__Problem to work on__. Using the records below, repeat exactly the lines from the one holding "pinky mcp: (1482, 1079)" through the one holding "pinky pip: (1031, 1037)", both ends included, and no others.

Data entries
========

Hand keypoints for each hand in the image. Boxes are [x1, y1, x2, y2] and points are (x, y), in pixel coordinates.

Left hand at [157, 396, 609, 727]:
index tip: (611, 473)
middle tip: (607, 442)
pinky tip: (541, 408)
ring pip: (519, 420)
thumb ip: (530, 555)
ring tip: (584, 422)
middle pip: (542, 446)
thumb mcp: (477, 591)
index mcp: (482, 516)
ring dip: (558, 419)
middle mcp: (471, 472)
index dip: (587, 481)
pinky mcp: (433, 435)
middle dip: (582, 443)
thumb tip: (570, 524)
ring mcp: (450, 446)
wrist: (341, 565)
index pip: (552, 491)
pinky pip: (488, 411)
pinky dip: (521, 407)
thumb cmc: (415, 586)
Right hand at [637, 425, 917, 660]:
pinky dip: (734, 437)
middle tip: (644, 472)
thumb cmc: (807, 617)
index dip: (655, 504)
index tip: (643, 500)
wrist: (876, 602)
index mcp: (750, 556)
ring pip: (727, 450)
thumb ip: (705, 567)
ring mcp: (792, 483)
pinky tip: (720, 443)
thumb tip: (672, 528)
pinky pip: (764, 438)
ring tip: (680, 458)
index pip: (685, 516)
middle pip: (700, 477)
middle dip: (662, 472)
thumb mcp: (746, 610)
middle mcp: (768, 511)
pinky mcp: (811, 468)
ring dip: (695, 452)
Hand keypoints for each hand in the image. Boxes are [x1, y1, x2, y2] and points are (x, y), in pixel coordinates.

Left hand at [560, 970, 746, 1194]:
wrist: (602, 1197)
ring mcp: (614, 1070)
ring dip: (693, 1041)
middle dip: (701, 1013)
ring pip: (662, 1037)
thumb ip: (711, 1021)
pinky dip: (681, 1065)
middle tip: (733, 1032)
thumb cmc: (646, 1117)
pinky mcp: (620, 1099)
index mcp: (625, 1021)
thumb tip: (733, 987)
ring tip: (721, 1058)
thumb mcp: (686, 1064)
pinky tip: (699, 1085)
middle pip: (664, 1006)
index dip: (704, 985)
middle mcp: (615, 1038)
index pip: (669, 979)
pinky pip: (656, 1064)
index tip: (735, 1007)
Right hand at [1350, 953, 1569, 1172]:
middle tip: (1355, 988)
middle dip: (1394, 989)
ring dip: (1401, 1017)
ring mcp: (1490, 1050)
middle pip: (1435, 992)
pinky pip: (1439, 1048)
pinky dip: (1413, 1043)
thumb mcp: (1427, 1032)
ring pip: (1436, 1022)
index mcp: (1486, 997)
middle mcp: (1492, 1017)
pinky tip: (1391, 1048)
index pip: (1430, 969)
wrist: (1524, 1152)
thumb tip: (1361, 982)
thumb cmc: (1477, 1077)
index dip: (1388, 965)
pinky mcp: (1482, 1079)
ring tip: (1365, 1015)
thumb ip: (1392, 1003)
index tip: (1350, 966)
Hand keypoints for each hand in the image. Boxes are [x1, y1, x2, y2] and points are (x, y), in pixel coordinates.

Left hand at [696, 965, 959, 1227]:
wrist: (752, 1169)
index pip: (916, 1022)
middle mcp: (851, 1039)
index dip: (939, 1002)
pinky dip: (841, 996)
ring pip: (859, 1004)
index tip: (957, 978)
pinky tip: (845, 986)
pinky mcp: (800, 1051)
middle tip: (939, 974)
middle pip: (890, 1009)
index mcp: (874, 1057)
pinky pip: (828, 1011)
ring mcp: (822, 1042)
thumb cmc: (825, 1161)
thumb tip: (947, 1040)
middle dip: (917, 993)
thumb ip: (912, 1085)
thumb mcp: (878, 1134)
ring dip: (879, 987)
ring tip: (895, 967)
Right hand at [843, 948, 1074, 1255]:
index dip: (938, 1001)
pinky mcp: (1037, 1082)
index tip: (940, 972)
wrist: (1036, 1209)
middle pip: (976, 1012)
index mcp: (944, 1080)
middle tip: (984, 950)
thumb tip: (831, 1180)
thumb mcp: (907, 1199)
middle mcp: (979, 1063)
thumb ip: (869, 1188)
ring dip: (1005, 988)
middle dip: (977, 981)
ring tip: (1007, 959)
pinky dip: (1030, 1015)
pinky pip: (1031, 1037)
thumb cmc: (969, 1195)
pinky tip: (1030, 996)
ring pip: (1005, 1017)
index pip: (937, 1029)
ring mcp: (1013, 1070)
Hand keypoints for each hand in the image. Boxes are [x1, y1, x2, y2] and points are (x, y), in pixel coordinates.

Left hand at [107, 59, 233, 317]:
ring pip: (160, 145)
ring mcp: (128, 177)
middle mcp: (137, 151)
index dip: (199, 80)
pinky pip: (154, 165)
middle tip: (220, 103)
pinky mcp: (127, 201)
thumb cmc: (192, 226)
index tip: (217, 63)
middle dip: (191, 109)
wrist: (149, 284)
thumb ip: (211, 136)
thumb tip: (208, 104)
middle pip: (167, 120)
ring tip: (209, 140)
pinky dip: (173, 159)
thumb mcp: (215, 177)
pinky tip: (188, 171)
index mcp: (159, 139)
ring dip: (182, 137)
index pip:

========

__Expected answer__.
pinky mcp: (1482, 1079)
ring tip: (1365, 1015)
thumb ip: (1392, 1003)
index tip: (1350, 966)
Hand keypoints for each hand in the image. Boxes are [x1, y1, x2, y2] and points are (x, y), in pixel coordinates.

Left hand at [696, 965, 959, 1227]:
wrist: (752, 1169)
index pip: (916, 1022)
middle mcp: (851, 1039)
index dip: (939, 1002)
pinky dip: (841, 996)
ring pip: (859, 1004)
index tip: (957, 978)
pinky tip: (845, 986)
pinky mcp: (800, 1051)
middle tip: (939, 974)
middle pip: (890, 1009)
index mcp: (874, 1057)
pinky pip: (828, 1011)
ring mcp: (822, 1042)
thumb cmc: (825, 1161)
thumb tip: (947, 1040)
middle dip: (917, 993)
thumb ip: (912, 1085)
thumb mcp: (878, 1134)
ring dip: (879, 987)
ring tip: (895, 967)
Right hand at [843, 948, 1074, 1255]:
index dip: (938, 1001)
pinky mcp: (1037, 1082)
index tip: (940, 972)
wrist: (1036, 1209)
middle pip: (976, 1012)
index mcp: (944, 1080)
middle tip: (984, 950)
thumb tip: (831, 1180)
thumb mcp: (907, 1199)
middle mcp: (979, 1063)
thumb ip: (869, 1188)
ring dip: (1005, 988)
middle dip: (977, 981)
ring tip: (1007, 959)
pinky dip: (1030, 1015)
pinky pip: (1031, 1037)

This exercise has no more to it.